Who are the intellectual heroes that inspire your work?

We are fortunate to be living amidst a great flourishing of Indigenous feminist critique. The work of Joanne Barker, Jodi Byrd, Mishuana Goeman, and Audra Simpson, in particular, has shaped my thinking. In Empire’s Tracks, I turn to the ways that Ella Deloria, Sarah Winnemucca, and Winona LaDuke theorized the production and reproduction of distinct kinds of relationships. Reading their work can help clarify the specific kinds of relationships that imperialism produces, namely: mass destruction, partition, and isolation.

W.E.B. Du Bois, along with Lenin, provided the basis for my analysis of continental imperialism in North America. Their work can help clarify the inherent tendency of imperialism towards catastrophic war. Like so many others, I am a student of Black Reconstruction: the apex of U.S. historical writing, the most significant analysis of North American history within a context of international class struggle, and the blueprint for a multiracial working class movement to win concrete victories like universal literacy, an end to malnutrition, healthcare and housing for all. Du Bois discussed the twin availability of free labor and free land as predicates for U.S. expansion, and he discussed new forms of collective governance that arose out of the collective resistance of Black and white workers.

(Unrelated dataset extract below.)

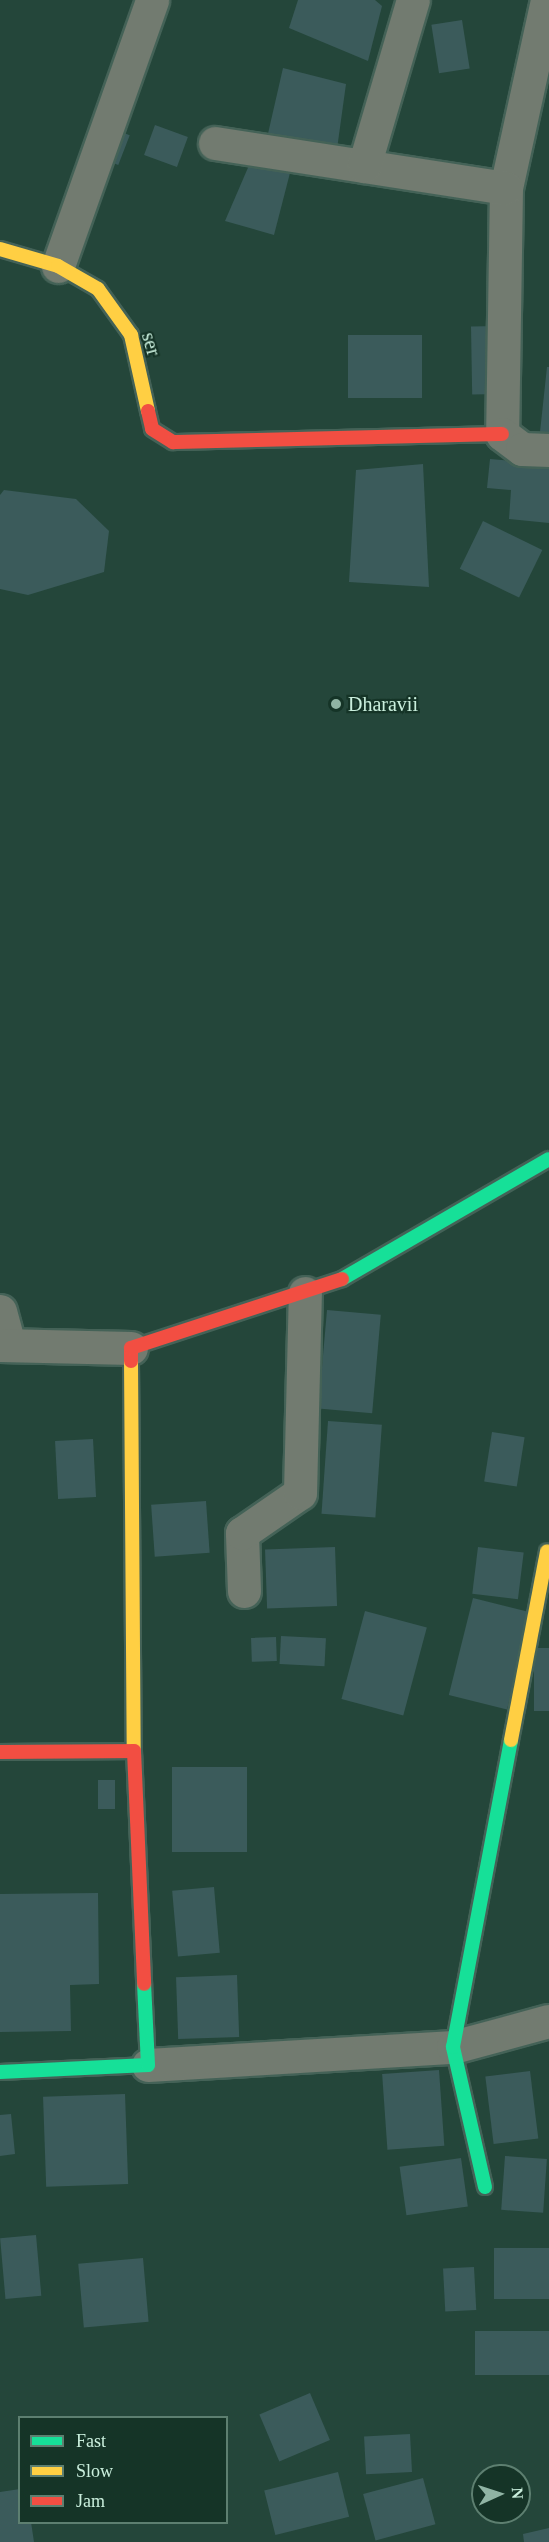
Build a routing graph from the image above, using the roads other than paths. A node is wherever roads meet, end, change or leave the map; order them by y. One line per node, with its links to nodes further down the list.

These insights shape my understanding of the politics of decolonization.

In what way does your book help us imagine new worlds?

The history of the transcontinental railroad, like the history of North America more broadly, has been framed through the perspective of liberal nationalism. This is a distortion. By understanding these histories in the context of imperialism, we might concretize our understanding of relationships that can connect Indigenous and anti-racist struggles in North America, with the mass movements of workers and peasants in the global South. Rethinking history in this way might help us forge more powerfully capacious forms of internationalism and solidarity for the present moment.

Mindful of Indigenous critiques, I am cautious about calls to build a new world, which can (even inadvertently) deepen existing structures of imperialism. The history of anti-imperialism teaches us that people can rapidly turn the existing abundance of knowledge and material towards the ends of a flourishing social life. This is a way to more deeply establish our relationships and responsibilities with the places where we live, a core element of Indigenous critique. Empire’s Tracks is driven by a belief that the unfinished project of decolonization illuminates the path ahead for humanity.

Roberto Sirvent is Professor of Political and Social Ethics at Hope International University in Fullerton, CA. He also serves as the Outreach and Mentoring Coordinator for the Political Theology Network. He is co-author, with fellow BAR contributor Danny Haiphong, of the new book, American Exceptionalism and American Innocence: A People’s History of Fake News—From the Revolutionary War to the War on Terror.